Inductive Proof Systems and Recursive SNARKs

This blog post describes a powerful technique for defining systems that allows for scalable, verifiable computation on partially private data. There are many applications, some more exciting than others depending on your tastes, but I hope something for everybody:

Private, verifiable elections (which we’ll discuss in this post)
Succinct blockchains
Private, scalable DEXes
Auditable machine learning
Private, verifiable social wealth funds
A web app that proves to its users that it’s deleting all information older than a year (or at least not using it)
Verifying authenticity of a photo even when it has been edited multiple times by multiple people (and accompanied by a log of who edited it)

The technology for accomplishing this is essentially what has been called proof carrying data, but we’ll be introducing some new notation and call the resulting concept and notation “inductive proof systems”.

We at Coda have implemented inductive proof systems in the pickles library, which combined with a universal SNARK allows arbitrary applications (a.k.a., “Turing complete computations”) to be deployed in a scalable way on top of scalable public blockchains like Coda.

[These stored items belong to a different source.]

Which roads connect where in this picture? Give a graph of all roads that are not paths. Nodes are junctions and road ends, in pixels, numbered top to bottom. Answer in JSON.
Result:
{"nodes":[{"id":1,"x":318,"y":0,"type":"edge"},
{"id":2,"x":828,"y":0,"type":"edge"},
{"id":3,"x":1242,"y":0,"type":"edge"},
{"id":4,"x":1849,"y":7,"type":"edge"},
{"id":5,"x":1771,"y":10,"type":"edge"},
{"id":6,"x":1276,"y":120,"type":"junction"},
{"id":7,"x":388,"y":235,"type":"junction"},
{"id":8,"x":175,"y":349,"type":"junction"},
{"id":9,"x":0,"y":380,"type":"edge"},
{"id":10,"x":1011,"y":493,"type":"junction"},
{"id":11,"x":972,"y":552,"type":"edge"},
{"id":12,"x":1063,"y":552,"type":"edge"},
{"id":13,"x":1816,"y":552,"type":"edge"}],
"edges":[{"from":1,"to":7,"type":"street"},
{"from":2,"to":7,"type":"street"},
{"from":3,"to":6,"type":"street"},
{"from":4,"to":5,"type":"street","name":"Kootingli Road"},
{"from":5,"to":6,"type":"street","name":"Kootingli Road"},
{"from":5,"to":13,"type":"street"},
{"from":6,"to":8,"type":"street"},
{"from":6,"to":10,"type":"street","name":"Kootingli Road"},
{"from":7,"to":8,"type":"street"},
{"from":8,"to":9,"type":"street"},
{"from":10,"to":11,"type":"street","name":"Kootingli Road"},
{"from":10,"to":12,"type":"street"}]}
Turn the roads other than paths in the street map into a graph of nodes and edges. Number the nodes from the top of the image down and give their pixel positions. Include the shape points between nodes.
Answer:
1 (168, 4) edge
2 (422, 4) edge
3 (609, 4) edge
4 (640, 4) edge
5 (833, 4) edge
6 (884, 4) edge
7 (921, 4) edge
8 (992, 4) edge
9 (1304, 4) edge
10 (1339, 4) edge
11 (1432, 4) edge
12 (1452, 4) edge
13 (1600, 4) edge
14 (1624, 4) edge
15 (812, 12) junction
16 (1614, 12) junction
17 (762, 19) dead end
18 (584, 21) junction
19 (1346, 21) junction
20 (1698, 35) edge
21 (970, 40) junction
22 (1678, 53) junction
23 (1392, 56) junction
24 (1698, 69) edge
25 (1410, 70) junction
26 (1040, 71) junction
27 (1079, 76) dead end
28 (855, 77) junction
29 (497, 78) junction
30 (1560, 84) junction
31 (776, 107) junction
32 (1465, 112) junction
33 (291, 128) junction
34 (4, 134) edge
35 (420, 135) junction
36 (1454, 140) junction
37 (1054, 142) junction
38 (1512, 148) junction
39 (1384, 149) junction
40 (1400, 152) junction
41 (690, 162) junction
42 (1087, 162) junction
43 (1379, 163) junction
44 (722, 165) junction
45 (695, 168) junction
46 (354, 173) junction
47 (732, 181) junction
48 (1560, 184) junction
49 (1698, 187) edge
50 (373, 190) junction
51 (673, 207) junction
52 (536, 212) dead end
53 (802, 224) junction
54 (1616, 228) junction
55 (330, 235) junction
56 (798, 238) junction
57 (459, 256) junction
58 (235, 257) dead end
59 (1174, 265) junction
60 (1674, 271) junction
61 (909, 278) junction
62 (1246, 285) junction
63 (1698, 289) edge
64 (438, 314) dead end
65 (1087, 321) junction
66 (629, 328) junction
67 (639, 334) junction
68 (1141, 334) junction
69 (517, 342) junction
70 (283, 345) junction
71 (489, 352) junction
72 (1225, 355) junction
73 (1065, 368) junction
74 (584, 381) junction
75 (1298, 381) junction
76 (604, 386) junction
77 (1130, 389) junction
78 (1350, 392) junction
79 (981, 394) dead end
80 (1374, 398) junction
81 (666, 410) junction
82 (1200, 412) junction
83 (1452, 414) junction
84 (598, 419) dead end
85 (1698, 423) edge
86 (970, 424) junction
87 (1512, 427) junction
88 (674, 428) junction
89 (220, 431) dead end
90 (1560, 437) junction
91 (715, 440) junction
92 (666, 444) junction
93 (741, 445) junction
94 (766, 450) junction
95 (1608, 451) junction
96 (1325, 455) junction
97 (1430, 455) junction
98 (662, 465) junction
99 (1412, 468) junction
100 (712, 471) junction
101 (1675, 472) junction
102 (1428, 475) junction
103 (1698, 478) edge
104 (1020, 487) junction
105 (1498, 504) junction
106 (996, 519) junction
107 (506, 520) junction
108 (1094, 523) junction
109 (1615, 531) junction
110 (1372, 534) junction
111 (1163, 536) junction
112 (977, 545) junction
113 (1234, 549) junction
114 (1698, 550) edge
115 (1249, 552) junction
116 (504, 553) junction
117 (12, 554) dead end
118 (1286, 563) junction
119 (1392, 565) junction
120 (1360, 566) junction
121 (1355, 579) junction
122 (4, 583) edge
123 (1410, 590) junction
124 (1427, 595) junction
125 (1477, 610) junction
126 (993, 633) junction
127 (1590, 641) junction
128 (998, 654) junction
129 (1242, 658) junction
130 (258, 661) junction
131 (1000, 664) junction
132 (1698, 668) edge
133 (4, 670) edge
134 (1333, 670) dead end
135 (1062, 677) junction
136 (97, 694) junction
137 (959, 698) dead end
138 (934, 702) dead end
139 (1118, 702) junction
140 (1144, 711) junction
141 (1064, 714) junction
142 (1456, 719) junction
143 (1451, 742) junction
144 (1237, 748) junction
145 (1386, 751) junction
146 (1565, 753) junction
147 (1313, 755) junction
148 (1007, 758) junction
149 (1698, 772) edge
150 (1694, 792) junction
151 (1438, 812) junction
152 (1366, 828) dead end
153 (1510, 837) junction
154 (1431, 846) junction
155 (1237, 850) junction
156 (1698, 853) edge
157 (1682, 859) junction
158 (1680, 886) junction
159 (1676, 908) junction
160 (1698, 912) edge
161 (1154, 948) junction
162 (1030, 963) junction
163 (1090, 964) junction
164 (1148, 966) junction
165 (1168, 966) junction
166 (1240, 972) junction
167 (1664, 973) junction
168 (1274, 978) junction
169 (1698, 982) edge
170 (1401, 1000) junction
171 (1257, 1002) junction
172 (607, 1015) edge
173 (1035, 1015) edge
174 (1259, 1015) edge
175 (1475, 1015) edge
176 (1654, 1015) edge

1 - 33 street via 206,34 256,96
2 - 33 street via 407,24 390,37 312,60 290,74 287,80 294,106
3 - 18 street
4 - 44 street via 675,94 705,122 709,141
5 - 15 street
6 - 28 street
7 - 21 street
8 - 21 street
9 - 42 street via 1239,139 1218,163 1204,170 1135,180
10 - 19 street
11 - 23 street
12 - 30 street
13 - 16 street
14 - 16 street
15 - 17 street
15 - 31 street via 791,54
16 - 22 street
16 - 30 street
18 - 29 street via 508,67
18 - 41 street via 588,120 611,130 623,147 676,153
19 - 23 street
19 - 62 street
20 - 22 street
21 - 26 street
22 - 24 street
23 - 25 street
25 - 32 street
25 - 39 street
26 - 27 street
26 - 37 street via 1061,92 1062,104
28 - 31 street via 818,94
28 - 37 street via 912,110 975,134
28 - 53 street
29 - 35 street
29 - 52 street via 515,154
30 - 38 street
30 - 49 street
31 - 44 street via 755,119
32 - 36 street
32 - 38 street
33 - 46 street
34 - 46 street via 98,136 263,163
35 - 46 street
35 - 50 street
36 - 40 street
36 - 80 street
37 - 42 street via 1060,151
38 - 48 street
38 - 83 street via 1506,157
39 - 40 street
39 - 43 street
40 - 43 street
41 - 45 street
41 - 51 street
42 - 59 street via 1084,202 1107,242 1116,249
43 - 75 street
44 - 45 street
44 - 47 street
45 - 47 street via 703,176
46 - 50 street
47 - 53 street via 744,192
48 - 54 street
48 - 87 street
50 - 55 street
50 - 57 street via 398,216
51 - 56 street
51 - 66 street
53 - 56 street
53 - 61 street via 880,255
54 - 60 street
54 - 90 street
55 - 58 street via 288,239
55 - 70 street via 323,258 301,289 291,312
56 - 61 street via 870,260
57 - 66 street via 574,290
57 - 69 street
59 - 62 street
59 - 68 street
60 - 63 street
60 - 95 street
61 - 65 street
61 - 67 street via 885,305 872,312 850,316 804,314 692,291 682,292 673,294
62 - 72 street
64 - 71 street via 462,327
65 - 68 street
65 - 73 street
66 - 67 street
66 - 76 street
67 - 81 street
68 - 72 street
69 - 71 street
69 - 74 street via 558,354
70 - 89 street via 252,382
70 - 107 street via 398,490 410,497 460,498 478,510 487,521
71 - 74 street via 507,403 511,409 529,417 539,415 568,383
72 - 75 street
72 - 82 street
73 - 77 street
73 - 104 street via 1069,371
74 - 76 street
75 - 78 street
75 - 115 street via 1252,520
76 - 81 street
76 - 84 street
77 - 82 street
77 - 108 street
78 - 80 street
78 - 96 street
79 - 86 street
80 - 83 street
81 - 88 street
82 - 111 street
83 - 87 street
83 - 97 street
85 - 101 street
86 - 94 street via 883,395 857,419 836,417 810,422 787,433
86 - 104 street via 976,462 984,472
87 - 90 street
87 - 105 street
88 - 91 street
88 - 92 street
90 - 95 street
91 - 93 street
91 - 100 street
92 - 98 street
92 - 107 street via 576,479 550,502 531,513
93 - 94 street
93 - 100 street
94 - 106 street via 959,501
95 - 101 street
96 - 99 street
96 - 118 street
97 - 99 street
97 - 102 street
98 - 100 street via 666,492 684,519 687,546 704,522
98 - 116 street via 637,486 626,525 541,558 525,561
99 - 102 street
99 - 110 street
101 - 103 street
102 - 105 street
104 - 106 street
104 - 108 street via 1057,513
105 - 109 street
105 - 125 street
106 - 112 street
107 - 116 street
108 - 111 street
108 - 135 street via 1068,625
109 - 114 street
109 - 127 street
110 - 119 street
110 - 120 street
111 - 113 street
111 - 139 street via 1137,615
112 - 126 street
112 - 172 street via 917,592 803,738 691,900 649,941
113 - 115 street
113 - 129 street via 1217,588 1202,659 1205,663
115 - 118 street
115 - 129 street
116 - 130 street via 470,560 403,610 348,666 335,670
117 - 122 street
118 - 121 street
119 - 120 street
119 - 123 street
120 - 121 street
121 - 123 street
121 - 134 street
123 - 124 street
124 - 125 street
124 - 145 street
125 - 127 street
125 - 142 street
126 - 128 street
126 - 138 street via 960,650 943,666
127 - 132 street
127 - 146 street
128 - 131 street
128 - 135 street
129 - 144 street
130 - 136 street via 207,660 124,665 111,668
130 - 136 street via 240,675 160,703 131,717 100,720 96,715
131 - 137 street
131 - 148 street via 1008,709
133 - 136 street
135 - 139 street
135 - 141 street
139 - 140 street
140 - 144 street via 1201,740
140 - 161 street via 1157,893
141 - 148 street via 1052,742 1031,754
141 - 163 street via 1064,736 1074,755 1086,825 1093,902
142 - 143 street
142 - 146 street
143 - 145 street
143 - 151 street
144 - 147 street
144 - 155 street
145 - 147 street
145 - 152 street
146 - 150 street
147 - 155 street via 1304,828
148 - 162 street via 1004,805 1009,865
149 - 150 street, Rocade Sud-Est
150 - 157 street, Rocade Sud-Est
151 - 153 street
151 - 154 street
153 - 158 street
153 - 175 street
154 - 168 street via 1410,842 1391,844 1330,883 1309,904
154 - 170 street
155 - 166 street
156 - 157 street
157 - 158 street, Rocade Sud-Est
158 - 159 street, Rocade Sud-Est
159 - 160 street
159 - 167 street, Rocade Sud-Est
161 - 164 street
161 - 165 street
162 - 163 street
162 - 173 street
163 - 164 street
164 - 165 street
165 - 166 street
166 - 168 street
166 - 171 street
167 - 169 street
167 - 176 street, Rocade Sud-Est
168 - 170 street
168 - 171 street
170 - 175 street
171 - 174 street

Verifiable voting as an inductive proof system

To get a feel for this technology, let’s dive into the specific example of a private, verifiable election$^{[1]}$. It will be private in the sense that each vote will have no identifying information attached to it. It will be verifiable in the sense that at the end we’ll have a small proof of the result (on the order of a few kBs) that can be easily checked on almost any device, including a browser or a phone.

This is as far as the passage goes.